== Goal of the exercise ==
Copy out every line holding the string "bridge" from the records below.

== Input data ==
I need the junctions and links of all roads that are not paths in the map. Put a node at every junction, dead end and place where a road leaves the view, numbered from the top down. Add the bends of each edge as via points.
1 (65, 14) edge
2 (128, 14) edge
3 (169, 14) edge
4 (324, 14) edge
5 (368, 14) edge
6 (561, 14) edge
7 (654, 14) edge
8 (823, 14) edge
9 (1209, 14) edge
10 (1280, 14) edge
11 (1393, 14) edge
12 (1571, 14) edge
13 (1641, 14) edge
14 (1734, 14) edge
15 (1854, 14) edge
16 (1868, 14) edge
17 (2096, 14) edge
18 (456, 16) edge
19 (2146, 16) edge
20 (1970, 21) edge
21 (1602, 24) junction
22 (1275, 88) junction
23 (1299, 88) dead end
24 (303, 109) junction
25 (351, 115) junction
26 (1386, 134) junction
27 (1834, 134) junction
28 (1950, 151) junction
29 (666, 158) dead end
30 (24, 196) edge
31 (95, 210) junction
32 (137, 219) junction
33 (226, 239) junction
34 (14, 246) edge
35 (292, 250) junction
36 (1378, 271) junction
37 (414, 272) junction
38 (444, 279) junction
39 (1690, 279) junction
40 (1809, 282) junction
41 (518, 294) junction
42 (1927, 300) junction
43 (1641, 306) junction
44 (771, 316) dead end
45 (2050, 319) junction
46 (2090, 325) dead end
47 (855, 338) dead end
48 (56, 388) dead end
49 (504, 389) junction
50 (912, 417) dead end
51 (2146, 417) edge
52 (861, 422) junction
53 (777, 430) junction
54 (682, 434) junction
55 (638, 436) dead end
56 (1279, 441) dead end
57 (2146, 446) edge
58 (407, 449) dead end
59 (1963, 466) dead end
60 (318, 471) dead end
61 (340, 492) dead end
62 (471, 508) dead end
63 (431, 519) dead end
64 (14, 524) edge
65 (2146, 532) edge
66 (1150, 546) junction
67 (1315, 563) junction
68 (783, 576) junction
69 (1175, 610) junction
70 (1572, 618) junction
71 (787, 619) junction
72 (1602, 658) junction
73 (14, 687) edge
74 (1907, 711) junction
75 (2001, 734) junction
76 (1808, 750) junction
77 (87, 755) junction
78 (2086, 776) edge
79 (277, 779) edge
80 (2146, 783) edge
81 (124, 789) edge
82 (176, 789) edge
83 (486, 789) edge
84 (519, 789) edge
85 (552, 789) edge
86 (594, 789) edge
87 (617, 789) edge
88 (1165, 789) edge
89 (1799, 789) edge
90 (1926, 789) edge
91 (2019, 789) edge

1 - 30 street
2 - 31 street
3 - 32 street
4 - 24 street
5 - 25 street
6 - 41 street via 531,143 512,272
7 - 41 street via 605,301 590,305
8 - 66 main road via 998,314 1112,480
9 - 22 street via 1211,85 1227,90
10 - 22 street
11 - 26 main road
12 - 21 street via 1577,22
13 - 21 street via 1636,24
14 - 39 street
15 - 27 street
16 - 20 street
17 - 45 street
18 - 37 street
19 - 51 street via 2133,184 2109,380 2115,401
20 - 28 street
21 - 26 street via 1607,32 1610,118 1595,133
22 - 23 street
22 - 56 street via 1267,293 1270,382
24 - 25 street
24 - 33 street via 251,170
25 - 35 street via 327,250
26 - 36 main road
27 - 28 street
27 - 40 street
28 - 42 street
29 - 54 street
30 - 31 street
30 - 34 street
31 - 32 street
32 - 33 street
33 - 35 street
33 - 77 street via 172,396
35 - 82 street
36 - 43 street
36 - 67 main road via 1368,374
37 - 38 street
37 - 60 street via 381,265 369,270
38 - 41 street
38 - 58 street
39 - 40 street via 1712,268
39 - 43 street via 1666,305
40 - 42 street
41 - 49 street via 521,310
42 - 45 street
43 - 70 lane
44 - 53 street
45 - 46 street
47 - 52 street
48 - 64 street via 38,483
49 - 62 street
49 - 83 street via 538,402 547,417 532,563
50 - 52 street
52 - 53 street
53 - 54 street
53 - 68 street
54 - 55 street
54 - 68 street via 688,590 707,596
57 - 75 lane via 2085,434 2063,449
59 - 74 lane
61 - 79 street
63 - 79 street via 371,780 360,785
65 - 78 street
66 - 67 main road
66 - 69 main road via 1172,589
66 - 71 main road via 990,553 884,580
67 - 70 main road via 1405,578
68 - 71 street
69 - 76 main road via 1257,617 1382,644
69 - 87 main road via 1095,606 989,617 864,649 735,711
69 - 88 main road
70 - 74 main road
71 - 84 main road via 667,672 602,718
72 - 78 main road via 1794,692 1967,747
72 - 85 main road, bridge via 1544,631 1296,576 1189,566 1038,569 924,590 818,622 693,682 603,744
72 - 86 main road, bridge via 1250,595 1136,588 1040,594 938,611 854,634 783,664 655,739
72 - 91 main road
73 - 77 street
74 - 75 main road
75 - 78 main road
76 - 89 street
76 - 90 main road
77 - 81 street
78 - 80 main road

== Output for this exercise ==
72 - 85 main road, bridge via 1544,631 1296,576 1189,566 1038,569 924,590 818,622 693,682 603,744
72 - 86 main road, bridge via 1250,595 1136,588 1040,594 938,611 854,634 783,664 655,739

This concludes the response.